The news frustrated Beth Dougherty, a law student and an organizer with Cambridge Climate Justice, who says that the decision creates delay and quells democratic debate. Also last week, she noted, Cambridge’s BP Institute changed its name to the Institute for Energy and Environmental Flows, but will continue to be funded by BP. “Cambridge isn’t really willing to put its money where its mouth is in terms of its commitments,” she said.
Discontent is boiling over at Stanford, which is starting the climate-focused Doerr School of Sustainability with $1.1 billion from the famed venture capitalist John Doerr. “Climate and sustainability is going to be the new computer science,” Doerr told The New York Times in May. “This is what the young people want to work on with their lives, for all the right reasons.”
But to the alarm of some students and faculty, the dean, Arun Majumdar, told the Times that the school would also work with and accept money from the oil and gas industry. It inherits a host of partnerships between professors and the industry, including “affiliate programs” in which companies — ExxonMobil, BP, Chevron, Shell, Aramco, and others — sponsor research groups studying subjects like deep-sea petroleum exploration research, natural-gas emissions and leakage, and oil-well testing. Memberships, which range from around $30,000 to $250,000 annually, provide donors with increasing levels of access to researchers via meetings, student-recruitment events, previews of research, and governance participation “to help establish research priorities.” The university does not disclose the total amounts of the membership fees. (Two Stanford professors who lead programs with industry sponsors declined to comment for this story.)
Stanford says that while companies “may offer suggestions,” investigators “must be free to select research and teaching topics, methodology, and participants.” Funds are pooled, and individual companies cannot direct a gift to a specific faculty member. But critics, led by a group called the Coalition for a True School of Sustainability, worry that these companies are essentially buying themselves favorable research. A letter calling for a ban on industry funding gathered 800 signatures. Protesters interrupted opening day in September and plan to livestream a talk by Naomi Oreskes, a Harvard historian who studies Big Oil’s climate-change-denial tactics, to compete with a Stanford lecture by a petroleum engineer.

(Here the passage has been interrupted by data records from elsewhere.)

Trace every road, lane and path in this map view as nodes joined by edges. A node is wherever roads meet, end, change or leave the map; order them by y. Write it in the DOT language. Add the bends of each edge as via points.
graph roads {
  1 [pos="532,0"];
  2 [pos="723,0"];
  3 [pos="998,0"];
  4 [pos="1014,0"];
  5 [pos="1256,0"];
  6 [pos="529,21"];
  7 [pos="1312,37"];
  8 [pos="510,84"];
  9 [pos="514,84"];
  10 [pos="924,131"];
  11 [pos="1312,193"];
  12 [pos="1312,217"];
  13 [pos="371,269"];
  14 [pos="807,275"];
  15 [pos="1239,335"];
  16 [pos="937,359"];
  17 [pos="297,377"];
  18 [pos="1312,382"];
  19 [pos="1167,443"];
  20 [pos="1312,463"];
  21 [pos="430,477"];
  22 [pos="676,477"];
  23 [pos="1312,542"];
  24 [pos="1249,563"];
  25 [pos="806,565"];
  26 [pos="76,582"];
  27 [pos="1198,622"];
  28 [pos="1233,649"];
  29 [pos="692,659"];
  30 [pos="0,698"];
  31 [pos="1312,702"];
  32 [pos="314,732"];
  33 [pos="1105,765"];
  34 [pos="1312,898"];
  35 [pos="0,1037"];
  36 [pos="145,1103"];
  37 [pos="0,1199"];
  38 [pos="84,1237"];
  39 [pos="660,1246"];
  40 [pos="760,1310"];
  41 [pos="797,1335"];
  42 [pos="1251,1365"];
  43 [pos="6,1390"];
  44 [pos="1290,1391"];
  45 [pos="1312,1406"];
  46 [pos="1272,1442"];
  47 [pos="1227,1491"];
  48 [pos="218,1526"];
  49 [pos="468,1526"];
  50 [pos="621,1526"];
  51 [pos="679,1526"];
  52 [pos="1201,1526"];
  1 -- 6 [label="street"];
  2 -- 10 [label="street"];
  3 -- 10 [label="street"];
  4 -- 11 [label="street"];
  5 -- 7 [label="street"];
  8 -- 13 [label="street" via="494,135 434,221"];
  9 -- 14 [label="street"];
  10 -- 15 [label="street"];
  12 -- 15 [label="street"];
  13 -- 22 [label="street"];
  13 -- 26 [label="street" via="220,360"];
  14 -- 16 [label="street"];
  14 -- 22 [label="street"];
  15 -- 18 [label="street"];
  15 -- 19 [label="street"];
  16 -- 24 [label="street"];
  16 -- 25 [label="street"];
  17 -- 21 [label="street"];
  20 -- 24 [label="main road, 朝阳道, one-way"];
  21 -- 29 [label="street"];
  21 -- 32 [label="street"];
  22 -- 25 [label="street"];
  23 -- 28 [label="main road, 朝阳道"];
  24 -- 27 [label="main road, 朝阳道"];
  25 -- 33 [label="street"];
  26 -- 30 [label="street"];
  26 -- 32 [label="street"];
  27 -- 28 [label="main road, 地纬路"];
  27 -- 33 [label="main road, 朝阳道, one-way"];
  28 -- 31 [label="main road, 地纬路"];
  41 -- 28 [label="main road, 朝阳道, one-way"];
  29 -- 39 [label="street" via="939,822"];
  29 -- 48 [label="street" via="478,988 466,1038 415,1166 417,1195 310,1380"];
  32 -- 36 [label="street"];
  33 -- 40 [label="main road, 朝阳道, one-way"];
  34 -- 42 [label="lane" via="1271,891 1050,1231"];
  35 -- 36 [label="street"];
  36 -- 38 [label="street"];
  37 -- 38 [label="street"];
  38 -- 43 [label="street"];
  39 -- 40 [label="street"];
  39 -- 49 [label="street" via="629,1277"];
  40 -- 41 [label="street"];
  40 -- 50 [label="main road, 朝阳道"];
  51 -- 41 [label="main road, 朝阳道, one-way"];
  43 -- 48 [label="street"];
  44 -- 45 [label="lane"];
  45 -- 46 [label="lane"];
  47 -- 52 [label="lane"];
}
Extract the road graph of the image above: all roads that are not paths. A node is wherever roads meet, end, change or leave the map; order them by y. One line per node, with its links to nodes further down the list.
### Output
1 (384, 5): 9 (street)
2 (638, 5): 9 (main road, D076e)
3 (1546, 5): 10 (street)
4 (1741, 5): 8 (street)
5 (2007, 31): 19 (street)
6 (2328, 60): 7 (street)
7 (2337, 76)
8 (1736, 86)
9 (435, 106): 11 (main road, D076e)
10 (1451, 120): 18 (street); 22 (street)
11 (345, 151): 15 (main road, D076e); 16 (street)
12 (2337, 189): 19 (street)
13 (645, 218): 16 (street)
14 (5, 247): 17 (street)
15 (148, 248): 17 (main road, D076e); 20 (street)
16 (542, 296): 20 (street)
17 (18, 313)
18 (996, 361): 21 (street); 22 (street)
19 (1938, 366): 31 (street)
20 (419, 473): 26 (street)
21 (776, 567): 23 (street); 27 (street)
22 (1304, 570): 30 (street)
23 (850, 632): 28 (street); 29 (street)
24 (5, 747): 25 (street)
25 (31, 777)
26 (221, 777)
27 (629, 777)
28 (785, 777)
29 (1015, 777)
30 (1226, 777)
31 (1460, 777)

Some think these protests have gone too far. In an email circulated around the Doerr school this month, obtained by The Chronicle, more than two dozen graduate students accused the activists of being “extremely aggressive and misinformative,” of “sabotaging potential opportunities to transform energy systems for a sustainable future,” and of “creating increasing physical, psychological, and emotional strain and distress.”
“We share a deep concern for the future of our planet and the prosperity of its people,” they wrote. “All community members” should “feel they belong without fear of being vilified because of their research focus.”
But the administration has signaled a potential openness to rethinking its stance. The dean clarified that industry funding will not be used for general operations and that he is conducting a campus “listening tour.” (A spokeswoman said these talks will “support the creation of a set of shared principles to further guide the school’s actions.”) And at a conference this month, Doerr reportedly said it was not definite that the school would accept fossil-fuel funding. (Doerr did not return a request for comment.)
For now, Stanford’s climate scientists-in-training are keeping their optimism in check. “We don’t have time to lose,” said June Choi, a graduate student at the Doerr School of Sustainability. And Yannai Kashtan, another student organizer, noted that Stanford can afford to lead by example. “We’re not short on cash.”